## About this exercise
Extract every line below that contains the word "Munda".

-=-=-=-=-

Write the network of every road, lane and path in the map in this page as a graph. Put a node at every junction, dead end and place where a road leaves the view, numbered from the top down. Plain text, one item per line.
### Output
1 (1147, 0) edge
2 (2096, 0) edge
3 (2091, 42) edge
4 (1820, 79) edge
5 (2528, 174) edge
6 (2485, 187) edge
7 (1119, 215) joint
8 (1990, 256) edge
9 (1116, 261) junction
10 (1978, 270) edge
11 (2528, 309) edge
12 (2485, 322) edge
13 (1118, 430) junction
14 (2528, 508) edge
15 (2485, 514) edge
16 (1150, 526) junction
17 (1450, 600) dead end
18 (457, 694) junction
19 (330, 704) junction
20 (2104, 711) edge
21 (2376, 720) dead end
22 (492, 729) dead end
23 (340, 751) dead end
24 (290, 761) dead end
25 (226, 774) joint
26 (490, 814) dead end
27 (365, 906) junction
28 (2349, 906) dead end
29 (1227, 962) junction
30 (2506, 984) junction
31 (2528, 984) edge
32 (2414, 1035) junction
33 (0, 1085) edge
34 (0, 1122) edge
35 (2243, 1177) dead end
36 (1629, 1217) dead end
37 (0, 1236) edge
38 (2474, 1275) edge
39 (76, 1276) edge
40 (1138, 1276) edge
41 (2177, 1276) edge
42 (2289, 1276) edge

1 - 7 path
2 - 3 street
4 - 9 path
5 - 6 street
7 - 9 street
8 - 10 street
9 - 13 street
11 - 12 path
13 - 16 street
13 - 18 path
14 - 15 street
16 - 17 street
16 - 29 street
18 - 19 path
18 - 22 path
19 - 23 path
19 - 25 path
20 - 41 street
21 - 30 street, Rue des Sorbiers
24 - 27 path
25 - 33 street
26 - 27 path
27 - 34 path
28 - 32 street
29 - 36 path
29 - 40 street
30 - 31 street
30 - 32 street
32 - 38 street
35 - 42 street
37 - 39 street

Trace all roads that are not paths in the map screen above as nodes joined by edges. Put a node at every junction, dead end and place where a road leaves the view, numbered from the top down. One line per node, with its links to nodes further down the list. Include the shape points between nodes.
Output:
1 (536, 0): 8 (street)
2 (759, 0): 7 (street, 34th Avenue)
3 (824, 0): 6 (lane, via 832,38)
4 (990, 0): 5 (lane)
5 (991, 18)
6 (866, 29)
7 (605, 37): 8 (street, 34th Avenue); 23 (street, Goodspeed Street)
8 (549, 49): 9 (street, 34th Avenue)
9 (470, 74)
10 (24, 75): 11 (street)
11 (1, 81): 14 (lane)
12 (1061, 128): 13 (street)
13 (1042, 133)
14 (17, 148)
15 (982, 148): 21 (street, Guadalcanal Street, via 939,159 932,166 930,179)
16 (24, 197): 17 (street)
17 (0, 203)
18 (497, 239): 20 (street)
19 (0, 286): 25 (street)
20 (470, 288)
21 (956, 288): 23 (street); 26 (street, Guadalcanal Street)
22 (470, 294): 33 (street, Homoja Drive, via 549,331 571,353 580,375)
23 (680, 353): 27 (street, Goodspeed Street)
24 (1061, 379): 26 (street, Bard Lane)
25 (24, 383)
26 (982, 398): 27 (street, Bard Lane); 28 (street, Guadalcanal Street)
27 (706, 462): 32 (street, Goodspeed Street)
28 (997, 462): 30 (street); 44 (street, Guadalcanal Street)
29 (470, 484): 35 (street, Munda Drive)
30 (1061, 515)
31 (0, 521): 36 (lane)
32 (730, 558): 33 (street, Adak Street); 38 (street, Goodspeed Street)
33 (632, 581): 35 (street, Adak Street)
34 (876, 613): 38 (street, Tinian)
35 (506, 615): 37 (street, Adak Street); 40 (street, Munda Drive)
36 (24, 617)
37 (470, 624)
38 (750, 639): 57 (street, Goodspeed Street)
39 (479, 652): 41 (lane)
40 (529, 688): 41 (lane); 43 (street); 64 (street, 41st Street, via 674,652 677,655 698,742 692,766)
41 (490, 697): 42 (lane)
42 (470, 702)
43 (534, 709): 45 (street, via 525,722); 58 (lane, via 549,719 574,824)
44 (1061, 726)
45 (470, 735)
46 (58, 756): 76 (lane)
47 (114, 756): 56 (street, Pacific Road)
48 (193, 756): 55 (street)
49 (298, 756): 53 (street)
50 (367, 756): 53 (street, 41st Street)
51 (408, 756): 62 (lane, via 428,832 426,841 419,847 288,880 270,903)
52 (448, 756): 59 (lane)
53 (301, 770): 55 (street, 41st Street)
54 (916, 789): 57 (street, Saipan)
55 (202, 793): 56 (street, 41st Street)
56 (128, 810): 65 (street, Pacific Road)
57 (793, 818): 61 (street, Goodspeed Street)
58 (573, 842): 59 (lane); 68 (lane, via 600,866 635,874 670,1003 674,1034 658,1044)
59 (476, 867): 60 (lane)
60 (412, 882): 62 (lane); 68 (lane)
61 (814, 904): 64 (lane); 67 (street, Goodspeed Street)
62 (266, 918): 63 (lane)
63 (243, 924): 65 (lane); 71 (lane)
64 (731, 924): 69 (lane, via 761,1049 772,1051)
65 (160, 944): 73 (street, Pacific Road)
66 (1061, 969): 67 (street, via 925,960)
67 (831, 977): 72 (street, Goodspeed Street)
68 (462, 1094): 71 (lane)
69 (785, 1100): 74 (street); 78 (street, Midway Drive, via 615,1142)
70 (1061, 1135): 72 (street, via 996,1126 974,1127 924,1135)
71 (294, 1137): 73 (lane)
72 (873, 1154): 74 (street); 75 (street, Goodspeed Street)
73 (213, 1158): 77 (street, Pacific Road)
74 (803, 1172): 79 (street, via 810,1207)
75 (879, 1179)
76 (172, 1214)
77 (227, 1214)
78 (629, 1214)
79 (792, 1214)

-=-=-=-=-

## Output below
29 (470, 484): 35 (street, Munda Drive)
35 (506, 615): 37 (street, Adak Street); 40 (street, Munda Drive)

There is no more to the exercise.